DS@GT at eRisk 2025: From prompts to predictions, benchmarking early depression detection with conversational agent based assessments and temporal attention models
Anthony Miyaguchi, David Guecha, Yuwen Chiu, Sidharth Gaur

TL;DR
This paper presents a benchmarking approach for early depression detection using conversational agents and temporal attention models, leveraging prompt engineering with large language models to assess depression symptoms.
Contribution
It introduces a prompt-engineering methodology for LLM-based depression assessment and evaluates model agreement and consistency without ground-truth labels.
Findings
Achieved second place in the leaderboard with DCHR=0.50
Demonstrated effective prompt design aligned with BDI-II criteria
Analyzed conversational cues influencing depression prediction
Abstract
This Working Note summarizes the participation of the DS@GT team in two eRisk 2025 challenges.

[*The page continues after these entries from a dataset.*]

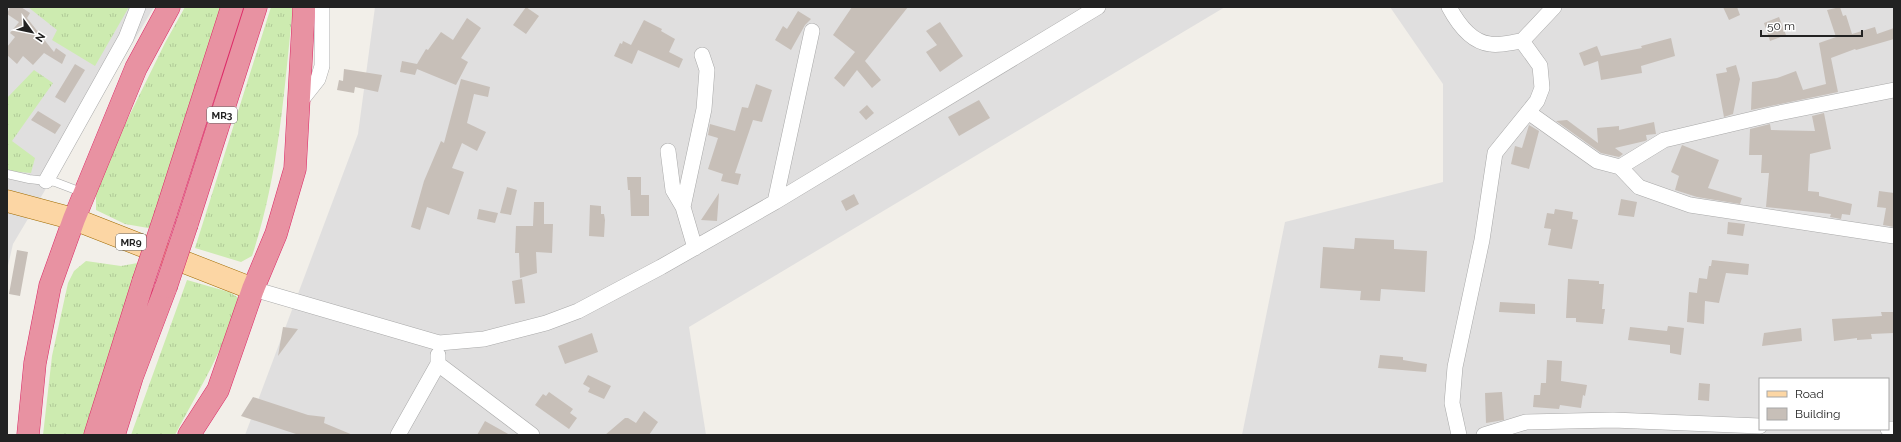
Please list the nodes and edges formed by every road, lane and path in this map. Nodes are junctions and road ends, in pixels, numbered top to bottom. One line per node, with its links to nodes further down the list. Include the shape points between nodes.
1 (138, 7): 19 (street, via 126,38)
2 (169, 7): 20 (highway, via 136,68)
3 (232, 7): 32 (highway, MR3, bridge)
4 (256, 7): 33 (highway, MR3, bridge, via 187,224)
5 (304, 7): 14 (highway)
6 (322, 7): 14 (street, via 322,66 318,79)
7 (1098, 7): 22 (street)
8 (1449, 7): 11 (street, via 1454,18 1471,36 1490,44)
9 (1554, 7): 11 (street)
10 (812, 31): 22 (street)
11 (1522, 41): 15 (street, via 1540,66 1542,88 1537,101)
12 (702, 55): 23 (street, via 707,70 704,109)
13 (1894, 90): 17 (street, via 1774,114 1664,140)
14 (298, 103): 27 (highway, via 295,169 276,234)
15 (1528, 112): 17 (street, via 1597,161); 37 (street, via 1495,154 1482,240 1454,367 1452,403)
16 (668, 151): 23 (street, via 673,190)
17 (1620, 166): 25 (street, via 1639,187 1690,205)
18 (7, 174): 19 (lane)
19 (46, 181): 20 (lane)
20 (84, 193): 24 (highway)
21 (7, 201): 24 (main road, MR9)
22 (775, 202): 26 (street)
23 (683, 207): 26 (street)
24 (74, 219): 27 (main road, MR9); 31 (highway, via 50,286 35,363)
25 (1894, 236)
26 (695, 248): 28 (street, via 578,311 546,323 484,339)
27 (253, 289): 28 (street); 34 (highway, via 218,390)
28 (439, 342): 29 (street)
29 (438, 364): 35 (street); 36 (street)
30 (1759, 426): 38 (street, via 1613,420 1526,422)
31 (28, 435)
32 (95, 435)
33 (114, 435)
34 (189, 435)
35 (398, 435)
36 (532, 435)
37 (1459, 435)
38 (1484, 435)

For the Pilot Task on conversational depression detection with large language-models (LLMs), we adopted a prompt-engineering strategy in which diverse LLMs conducted BDI-II-based assessments and produced structured JSON outputs. Because ground-truth labels were unavailable, we evaluated cross-model agreement and internal consistency. Our prompt design methodology aligned model outputs with BDI-II criteria and enabled the analysis of conversational cues that influenced the prediction of symptoms. Our best submission, second on the official leaderboard, achieved DCHR = 0.50, ADODL = 0.89, and ASHR = 0.27.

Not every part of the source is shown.